Sometimes you may have a craving for a bold and intense dessert. Other times you may wish for a whisper of a treat, one that will not clobber you over the head. This is that dessert. Simple, tart, tangy, light and lemony.
- The soufflé achieves its lofty height with the assistance of a paper collar. Just cut a strip of parchment or waxed paper or foil a couple of inches longer than the circumference of the ramekin. Fold the strip in half lengthwise and secure it with tape. The collar lets you fill the dish above the rim, allowing this frozen dessert to have the same look as a traditional baked soufflé. You can also skip this part and simply fill the ramekins to the top and smooth over with a metal spatula.
- There are alternatives to the packets of gelatin that you find at the grocery. I prefer gelatin sheets that I've used in professional kitchens. They have no odor and are very easy to use. A packet of gelatin is 1 tablespoon, or the equivalent of four sheets of leaf gelatin or 1 T of agar agar.
Cold Lemon Soufflé
1 C heavy cream
4 eggs, separated
1 C sugar
3 T finely grated lemon zest
1/2 C fresh lemon juice
1 T unflavored gelatin
1/4 C water
finely chopped pistachios, optional
Fit four 1-cup ramekins with a paper collar if you want the soufflé to set up higher above the rim.

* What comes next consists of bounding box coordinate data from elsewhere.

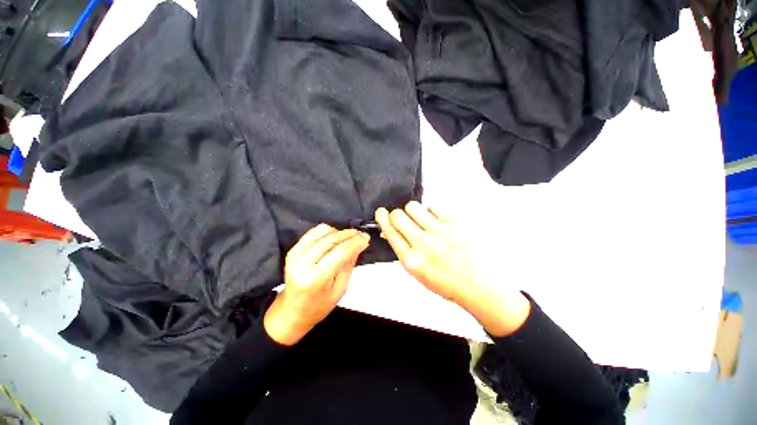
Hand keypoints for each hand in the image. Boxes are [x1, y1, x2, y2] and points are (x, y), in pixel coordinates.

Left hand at [264, 224, 369, 344]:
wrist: (293, 310)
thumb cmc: (318, 305)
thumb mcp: (340, 289)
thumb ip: (349, 264)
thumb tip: (359, 244)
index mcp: (315, 278)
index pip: (341, 252)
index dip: (356, 242)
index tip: (365, 238)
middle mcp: (303, 264)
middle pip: (332, 239)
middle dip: (350, 234)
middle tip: (361, 235)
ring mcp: (296, 255)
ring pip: (323, 231)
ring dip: (339, 232)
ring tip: (347, 239)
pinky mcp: (293, 249)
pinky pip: (313, 232)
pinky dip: (327, 232)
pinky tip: (334, 239)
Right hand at [375, 202, 530, 336]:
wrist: (478, 285)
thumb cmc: (448, 281)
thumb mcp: (418, 272)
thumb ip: (403, 251)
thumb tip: (390, 231)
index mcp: (412, 260)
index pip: (390, 232)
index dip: (383, 219)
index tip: (382, 212)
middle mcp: (423, 245)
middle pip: (398, 215)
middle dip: (396, 214)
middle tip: (403, 218)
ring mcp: (439, 232)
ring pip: (413, 207)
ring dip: (413, 211)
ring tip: (422, 219)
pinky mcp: (454, 223)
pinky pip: (434, 206)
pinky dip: (432, 211)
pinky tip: (438, 220)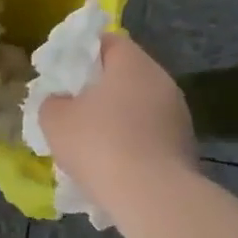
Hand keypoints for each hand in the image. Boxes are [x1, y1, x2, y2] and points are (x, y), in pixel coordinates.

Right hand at [37, 33, 194, 202]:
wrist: (152, 197)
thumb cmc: (99, 145)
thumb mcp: (55, 120)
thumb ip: (52, 102)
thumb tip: (60, 101)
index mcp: (132, 63)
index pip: (109, 41)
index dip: (84, 51)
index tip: (65, 71)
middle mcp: (161, 80)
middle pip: (127, 73)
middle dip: (100, 87)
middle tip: (74, 105)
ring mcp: (179, 114)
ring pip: (140, 105)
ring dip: (118, 116)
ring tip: (93, 140)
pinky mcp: (186, 146)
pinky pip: (151, 133)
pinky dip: (133, 141)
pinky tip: (115, 163)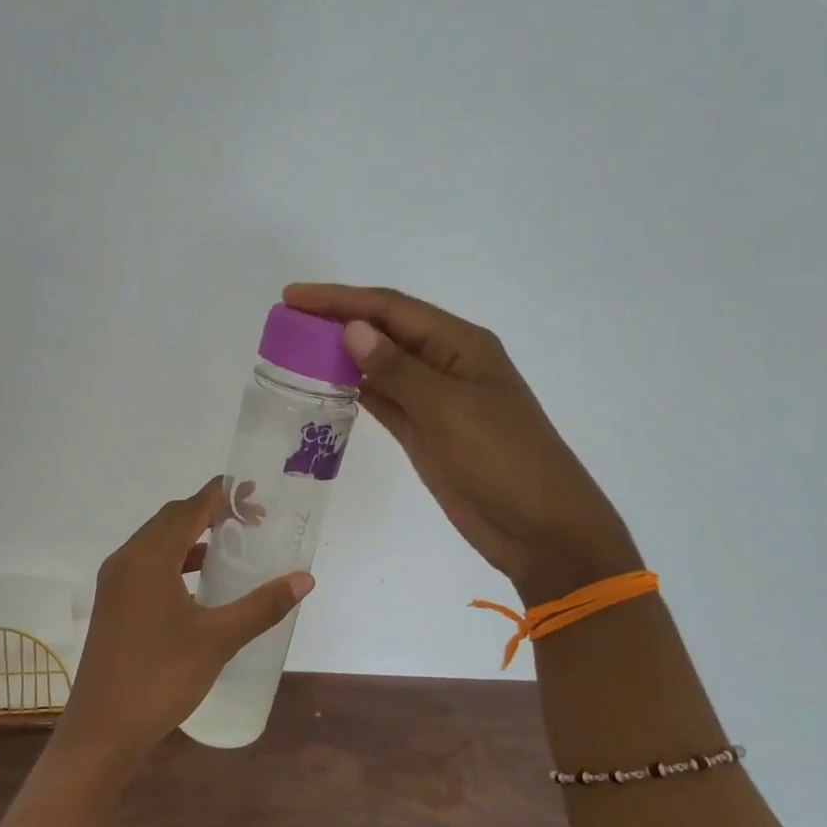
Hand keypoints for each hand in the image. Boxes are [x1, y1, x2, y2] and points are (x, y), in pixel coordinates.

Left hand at [54, 479, 314, 768]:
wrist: (103, 729)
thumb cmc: (161, 677)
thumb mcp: (218, 639)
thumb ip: (262, 605)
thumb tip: (304, 579)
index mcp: (148, 558)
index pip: (188, 509)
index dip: (221, 495)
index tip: (254, 492)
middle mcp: (126, 560)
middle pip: (170, 520)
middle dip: (209, 513)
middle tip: (251, 519)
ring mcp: (114, 583)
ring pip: (156, 544)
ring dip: (192, 538)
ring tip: (231, 547)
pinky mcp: (113, 604)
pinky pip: (147, 566)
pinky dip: (176, 563)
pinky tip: (201, 584)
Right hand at [284, 283, 640, 607]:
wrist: (540, 530)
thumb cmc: (503, 461)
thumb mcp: (450, 410)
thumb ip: (398, 370)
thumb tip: (352, 329)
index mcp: (460, 344)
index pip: (391, 309)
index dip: (340, 299)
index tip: (293, 297)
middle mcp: (445, 364)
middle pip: (383, 331)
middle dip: (336, 321)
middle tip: (285, 323)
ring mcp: (434, 401)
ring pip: (379, 366)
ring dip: (340, 356)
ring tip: (294, 351)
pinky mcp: (424, 433)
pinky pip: (383, 401)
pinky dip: (354, 391)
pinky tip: (324, 387)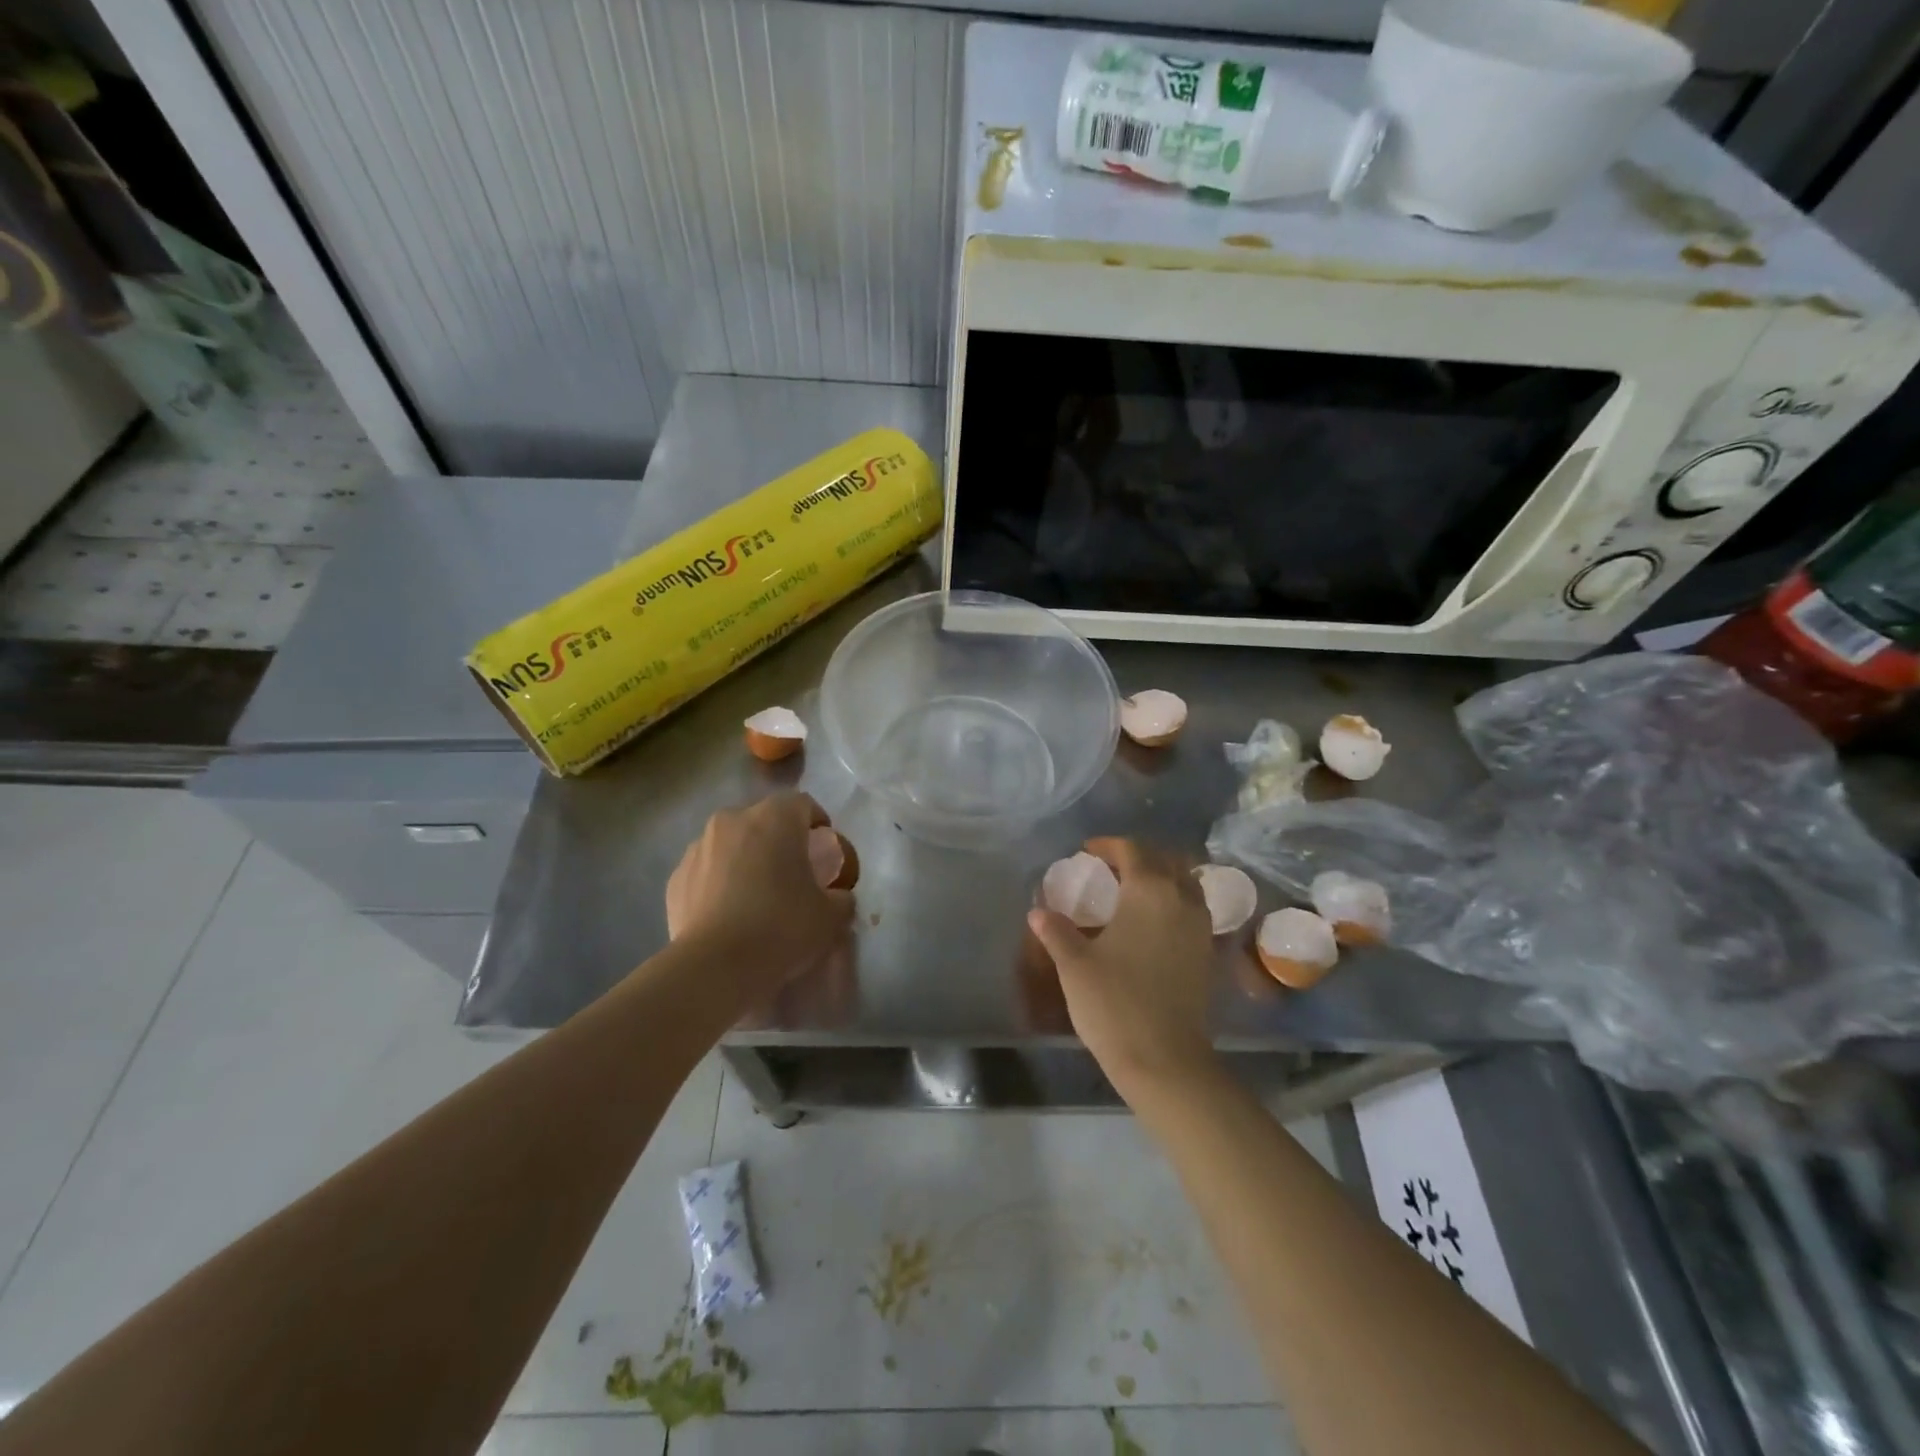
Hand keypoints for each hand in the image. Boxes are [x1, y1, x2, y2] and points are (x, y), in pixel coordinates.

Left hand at [665, 793, 854, 1000]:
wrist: (715, 966)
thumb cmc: (781, 927)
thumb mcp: (830, 916)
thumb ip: (841, 898)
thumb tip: (838, 897)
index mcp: (775, 818)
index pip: (803, 804)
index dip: (817, 823)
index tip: (824, 850)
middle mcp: (733, 820)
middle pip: (763, 820)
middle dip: (779, 840)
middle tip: (791, 873)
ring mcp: (699, 847)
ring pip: (731, 843)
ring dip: (746, 859)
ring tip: (756, 895)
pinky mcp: (676, 877)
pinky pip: (707, 870)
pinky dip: (719, 882)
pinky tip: (728, 913)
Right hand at [1026, 837, 1218, 1099]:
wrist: (1165, 1060)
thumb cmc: (1114, 1004)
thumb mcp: (1074, 965)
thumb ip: (1056, 931)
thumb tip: (1038, 912)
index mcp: (1149, 891)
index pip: (1132, 850)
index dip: (1108, 845)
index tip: (1086, 852)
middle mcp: (1181, 899)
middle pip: (1164, 859)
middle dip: (1137, 856)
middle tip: (1108, 867)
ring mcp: (1200, 926)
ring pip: (1185, 882)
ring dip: (1161, 875)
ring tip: (1132, 889)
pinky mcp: (1207, 952)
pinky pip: (1193, 907)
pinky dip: (1174, 900)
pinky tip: (1152, 921)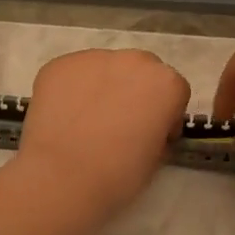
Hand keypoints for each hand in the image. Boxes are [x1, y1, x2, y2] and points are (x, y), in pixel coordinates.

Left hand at [16, 48, 192, 214]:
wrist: (62, 176)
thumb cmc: (118, 174)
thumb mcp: (156, 157)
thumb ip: (158, 130)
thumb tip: (145, 127)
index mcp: (166, 83)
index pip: (175, 91)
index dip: (165, 114)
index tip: (153, 135)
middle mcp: (133, 61)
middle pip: (141, 71)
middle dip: (135, 91)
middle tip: (119, 124)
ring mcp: (93, 58)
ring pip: (105, 68)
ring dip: (103, 87)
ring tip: (86, 120)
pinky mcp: (59, 64)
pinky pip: (74, 75)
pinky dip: (72, 90)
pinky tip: (64, 117)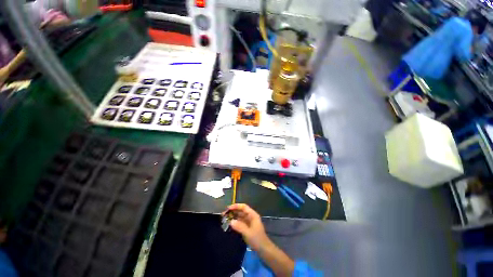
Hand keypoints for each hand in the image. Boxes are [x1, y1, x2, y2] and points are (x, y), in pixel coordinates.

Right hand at [225, 203, 269, 251]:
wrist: (264, 249)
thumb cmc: (257, 239)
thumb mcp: (248, 233)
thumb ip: (239, 226)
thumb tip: (230, 221)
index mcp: (253, 215)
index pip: (244, 207)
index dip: (236, 206)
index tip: (228, 208)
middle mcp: (251, 216)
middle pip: (241, 211)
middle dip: (233, 211)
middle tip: (224, 214)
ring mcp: (249, 222)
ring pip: (240, 216)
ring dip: (233, 216)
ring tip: (225, 218)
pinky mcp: (247, 227)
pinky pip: (240, 222)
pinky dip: (235, 222)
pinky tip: (229, 224)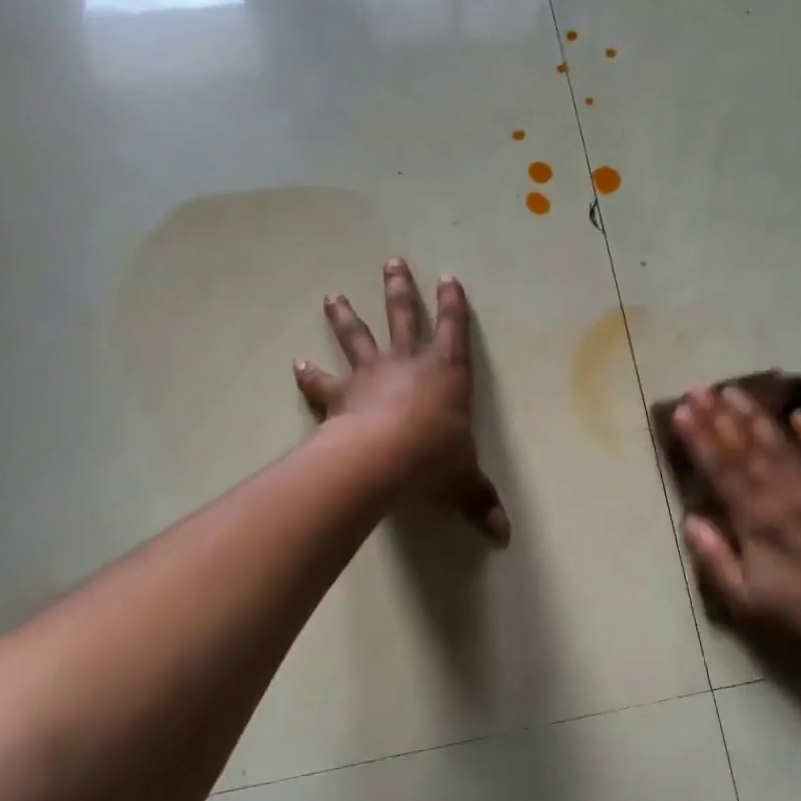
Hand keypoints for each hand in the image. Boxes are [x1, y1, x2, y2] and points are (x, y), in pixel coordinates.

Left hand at [295, 258, 509, 544]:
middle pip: (403, 316)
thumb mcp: (464, 482)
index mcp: (446, 372)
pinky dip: (309, 375)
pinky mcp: (340, 396)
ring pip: (357, 336)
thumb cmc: (433, 459)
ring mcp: (371, 375)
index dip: (453, 303)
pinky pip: (322, 383)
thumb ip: (481, 502)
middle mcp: (408, 363)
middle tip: (391, 262)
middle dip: (400, 289)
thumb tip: (504, 538)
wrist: (380, 459)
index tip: (448, 277)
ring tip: (332, 295)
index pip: (454, 328)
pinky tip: (296, 365)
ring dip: (345, 316)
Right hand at [672, 385, 800, 675]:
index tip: (681, 411)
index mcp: (757, 521)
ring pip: (782, 446)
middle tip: (699, 389)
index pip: (722, 470)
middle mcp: (785, 497)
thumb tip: (692, 520)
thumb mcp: (746, 599)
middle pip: (747, 449)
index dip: (699, 439)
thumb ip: (715, 557)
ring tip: (734, 391)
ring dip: (755, 417)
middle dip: (719, 416)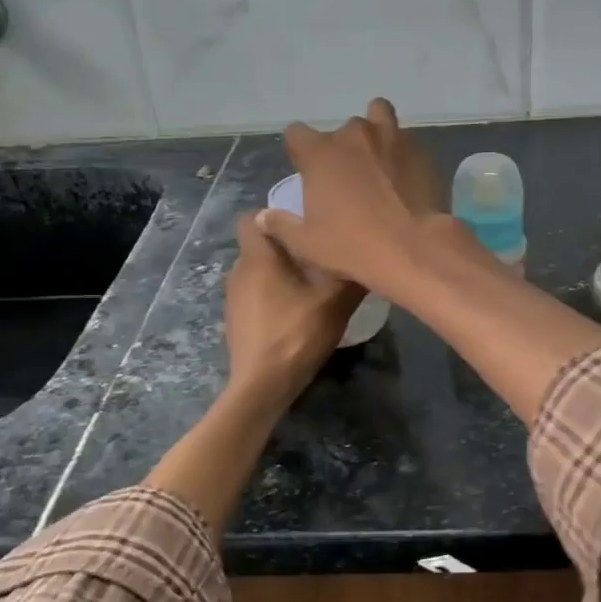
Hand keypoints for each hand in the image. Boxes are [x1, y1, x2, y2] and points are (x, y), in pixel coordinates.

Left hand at [225, 210, 362, 406]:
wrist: (261, 385)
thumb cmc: (295, 334)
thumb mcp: (335, 302)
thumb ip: (350, 274)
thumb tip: (367, 255)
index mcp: (258, 257)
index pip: (251, 217)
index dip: (273, 216)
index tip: (301, 226)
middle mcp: (239, 270)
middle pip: (260, 245)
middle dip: (286, 248)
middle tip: (319, 257)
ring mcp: (234, 297)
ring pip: (258, 272)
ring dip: (281, 274)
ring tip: (311, 287)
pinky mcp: (236, 320)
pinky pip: (255, 295)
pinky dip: (273, 297)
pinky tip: (295, 315)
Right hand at [256, 98, 450, 296]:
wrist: (414, 249)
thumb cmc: (353, 246)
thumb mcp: (307, 244)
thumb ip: (281, 225)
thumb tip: (262, 216)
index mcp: (320, 153)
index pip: (296, 133)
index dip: (299, 151)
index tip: (307, 171)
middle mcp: (354, 135)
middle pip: (341, 130)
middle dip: (342, 148)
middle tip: (349, 178)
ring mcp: (391, 137)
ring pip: (378, 117)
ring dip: (375, 134)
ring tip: (379, 162)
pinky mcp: (421, 150)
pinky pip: (406, 140)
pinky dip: (402, 152)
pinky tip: (405, 176)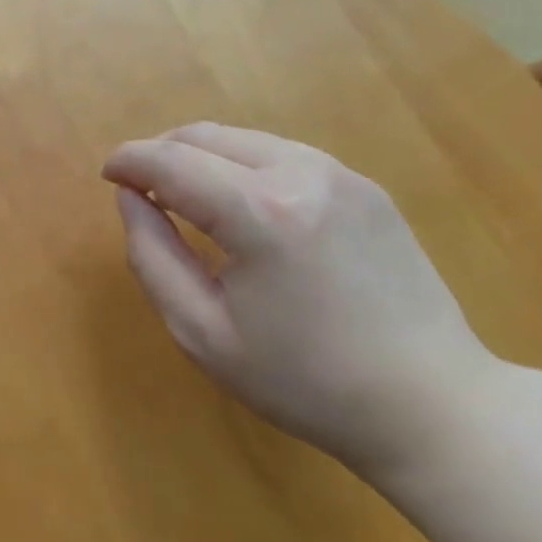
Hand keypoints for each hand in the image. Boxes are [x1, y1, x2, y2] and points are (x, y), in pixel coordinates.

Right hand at [102, 125, 504, 475]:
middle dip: (160, 154)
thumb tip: (129, 199)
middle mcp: (300, 173)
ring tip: (184, 196)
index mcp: (259, 213)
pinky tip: (239, 204)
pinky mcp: (364, 185)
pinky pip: (280, 153)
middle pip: (203, 136)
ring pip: (241, 138)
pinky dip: (241, 164)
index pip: (170, 161)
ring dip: (200, 156)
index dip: (128, 162)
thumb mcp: (203, 332)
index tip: (107, 176)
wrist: (433, 405)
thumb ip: (151, 256)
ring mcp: (339, 174)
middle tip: (140, 190)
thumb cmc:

Whip heavy cream until soft peaks form. Set aside in refrigerator until needed.
Place the sugar and lemon zest in a food processor and blend until the zest has been finely ground. Combine lemon sugar with egg yolks and lemon juice in a mixer bowl. Place the mixer bowl over a simmering pan of water, stirring slowly and continuously until sugar is dissolved and mixture is hot. Beat on medium high until the mixture lightens, triples in volume and forms a thick ribbon when beaters are lifted. This will take about 10 minutes.
While lemon mixture is beating, sprinkle the gelatin over 1/4 C water to bloom. Heat over simmering water until the gelatin dissolves. When the egg yolk mixture ribbons properly, pour the liquefied gelatin into the egg yolk mixture and beat until combined. Nest this bowl in a larger bowl partially filled with ice water and stir gently until it begins to thicken, about 5 - 8 minutes.
Meanwhile, whip the egg whites until stiff peaks form. Set aside.
When egg mixture has started to thicken, carefully fold in the whipped cream in thirds, then fold in the beaten egg whites. Scoop into the ramekins, smoothing tops. Refrigerate until firm, about 2 hours.
When ready to serve, garnish with pistachios if desired.